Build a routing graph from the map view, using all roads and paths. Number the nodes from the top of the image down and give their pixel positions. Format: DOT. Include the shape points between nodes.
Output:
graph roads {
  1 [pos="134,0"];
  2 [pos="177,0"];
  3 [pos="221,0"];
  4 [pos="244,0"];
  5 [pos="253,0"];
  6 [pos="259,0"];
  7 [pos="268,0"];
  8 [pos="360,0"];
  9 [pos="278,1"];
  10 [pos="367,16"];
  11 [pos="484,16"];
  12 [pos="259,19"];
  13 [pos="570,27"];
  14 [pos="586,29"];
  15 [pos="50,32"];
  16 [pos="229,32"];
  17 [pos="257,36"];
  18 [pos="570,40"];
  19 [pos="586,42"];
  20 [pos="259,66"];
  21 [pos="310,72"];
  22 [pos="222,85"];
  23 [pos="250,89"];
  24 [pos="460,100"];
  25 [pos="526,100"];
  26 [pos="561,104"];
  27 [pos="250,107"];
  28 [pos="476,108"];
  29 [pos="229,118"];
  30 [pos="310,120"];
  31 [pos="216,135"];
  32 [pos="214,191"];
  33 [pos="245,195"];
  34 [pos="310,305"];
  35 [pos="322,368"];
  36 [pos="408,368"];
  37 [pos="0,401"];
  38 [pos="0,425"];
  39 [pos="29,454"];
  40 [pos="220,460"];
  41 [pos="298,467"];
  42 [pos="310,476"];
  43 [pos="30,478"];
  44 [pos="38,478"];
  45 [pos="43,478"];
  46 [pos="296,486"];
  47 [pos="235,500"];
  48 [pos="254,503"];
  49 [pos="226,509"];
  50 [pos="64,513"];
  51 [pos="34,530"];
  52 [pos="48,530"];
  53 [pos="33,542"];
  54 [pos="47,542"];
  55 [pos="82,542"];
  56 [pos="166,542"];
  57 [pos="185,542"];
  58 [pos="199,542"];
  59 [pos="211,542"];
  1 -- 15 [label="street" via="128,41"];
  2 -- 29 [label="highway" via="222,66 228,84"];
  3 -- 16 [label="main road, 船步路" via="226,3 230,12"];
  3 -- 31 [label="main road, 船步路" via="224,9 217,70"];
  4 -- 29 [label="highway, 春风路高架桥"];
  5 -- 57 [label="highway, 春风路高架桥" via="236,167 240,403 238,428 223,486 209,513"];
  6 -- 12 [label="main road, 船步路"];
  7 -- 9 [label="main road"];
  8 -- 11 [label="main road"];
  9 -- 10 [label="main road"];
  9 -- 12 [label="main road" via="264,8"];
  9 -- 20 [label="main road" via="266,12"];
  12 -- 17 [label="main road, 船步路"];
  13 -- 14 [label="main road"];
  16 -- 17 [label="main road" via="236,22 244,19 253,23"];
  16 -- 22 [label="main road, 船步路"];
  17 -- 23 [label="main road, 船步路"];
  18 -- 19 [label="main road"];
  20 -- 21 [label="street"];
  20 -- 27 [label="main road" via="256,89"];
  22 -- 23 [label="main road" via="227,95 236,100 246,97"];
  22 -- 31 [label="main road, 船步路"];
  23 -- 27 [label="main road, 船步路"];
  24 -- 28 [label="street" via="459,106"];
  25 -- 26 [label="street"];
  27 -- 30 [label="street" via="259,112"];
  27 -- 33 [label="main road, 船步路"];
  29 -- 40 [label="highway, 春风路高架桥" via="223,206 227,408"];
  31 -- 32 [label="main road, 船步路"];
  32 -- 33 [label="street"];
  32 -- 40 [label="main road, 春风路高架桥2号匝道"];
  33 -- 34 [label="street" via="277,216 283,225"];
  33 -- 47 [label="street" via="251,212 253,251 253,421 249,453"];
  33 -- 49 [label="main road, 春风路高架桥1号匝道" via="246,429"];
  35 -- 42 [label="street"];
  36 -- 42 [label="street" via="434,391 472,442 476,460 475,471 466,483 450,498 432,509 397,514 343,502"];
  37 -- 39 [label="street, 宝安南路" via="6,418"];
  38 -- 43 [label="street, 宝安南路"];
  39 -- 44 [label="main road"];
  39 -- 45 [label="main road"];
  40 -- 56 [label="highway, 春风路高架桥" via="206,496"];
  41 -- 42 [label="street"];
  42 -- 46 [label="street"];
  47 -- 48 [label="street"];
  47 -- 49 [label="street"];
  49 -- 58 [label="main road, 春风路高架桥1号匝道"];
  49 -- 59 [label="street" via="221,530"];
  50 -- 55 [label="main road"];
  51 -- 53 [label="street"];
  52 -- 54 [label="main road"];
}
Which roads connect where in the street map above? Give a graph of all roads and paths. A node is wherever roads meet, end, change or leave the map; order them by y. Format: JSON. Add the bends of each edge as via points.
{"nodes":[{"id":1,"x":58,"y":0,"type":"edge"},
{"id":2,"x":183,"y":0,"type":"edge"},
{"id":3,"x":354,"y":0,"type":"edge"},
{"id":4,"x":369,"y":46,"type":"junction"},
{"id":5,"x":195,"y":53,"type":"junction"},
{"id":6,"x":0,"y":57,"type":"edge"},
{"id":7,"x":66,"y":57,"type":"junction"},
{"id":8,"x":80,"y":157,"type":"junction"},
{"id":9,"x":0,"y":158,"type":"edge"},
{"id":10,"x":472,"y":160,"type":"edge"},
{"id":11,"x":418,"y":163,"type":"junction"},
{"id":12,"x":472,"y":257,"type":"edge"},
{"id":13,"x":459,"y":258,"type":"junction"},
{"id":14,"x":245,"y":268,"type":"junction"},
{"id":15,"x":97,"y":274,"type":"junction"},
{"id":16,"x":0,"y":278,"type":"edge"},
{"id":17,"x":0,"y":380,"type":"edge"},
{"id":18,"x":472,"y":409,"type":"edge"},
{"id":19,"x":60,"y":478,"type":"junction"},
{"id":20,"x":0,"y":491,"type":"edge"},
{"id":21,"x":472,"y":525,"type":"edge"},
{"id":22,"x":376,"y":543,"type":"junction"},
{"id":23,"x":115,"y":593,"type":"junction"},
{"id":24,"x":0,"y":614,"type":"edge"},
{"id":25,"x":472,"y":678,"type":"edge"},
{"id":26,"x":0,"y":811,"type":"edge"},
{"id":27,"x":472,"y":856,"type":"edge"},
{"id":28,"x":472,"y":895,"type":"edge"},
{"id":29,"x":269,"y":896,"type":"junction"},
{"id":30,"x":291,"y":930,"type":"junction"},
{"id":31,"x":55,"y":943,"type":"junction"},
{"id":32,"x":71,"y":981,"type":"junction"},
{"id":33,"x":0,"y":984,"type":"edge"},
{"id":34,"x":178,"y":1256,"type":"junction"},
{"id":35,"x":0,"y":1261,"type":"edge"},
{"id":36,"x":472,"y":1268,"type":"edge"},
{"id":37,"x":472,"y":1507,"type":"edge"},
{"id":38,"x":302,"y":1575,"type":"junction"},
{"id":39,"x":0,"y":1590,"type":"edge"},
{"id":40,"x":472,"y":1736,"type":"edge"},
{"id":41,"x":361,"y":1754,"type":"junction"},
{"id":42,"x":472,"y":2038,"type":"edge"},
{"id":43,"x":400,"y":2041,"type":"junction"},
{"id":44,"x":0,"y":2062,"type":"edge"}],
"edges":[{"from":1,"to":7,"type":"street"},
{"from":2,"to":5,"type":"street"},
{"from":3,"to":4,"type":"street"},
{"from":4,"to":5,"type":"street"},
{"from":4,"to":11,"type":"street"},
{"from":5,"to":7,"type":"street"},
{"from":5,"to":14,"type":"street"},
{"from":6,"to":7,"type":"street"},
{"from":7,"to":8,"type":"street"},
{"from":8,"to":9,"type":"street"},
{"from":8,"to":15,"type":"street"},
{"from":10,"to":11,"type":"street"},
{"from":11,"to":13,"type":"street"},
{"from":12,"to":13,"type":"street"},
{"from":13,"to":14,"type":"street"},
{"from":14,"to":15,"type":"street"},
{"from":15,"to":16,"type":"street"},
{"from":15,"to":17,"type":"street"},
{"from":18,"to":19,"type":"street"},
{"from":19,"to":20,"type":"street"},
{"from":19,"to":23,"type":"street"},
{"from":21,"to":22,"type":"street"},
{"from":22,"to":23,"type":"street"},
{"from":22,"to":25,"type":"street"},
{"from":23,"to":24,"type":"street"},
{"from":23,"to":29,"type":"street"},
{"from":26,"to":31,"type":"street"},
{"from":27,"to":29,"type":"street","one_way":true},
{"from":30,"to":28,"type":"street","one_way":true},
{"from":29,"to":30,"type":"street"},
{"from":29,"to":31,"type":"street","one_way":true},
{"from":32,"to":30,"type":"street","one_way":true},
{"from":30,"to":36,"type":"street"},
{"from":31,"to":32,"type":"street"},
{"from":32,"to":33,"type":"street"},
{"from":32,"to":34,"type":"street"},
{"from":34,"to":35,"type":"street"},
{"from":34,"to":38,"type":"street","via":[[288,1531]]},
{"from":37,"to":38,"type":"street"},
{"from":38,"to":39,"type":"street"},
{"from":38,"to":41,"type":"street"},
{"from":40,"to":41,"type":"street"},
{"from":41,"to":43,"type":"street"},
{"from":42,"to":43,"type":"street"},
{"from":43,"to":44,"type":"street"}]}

- - - - -

◆ TASK DESCRIPTION
Wherever the word "nodes" appears in the entries above, copy that line.

◆ SOLUTION TO THE PROBLEM
Build a routing graph from the map view, using all roads and paths. Number the nodes from the top of the image down and give their pixel positions. Format: DOT. Include the shape points between nodes.
{"nodes":[{"id":1,"x":58,"y":0,"type":"edge"},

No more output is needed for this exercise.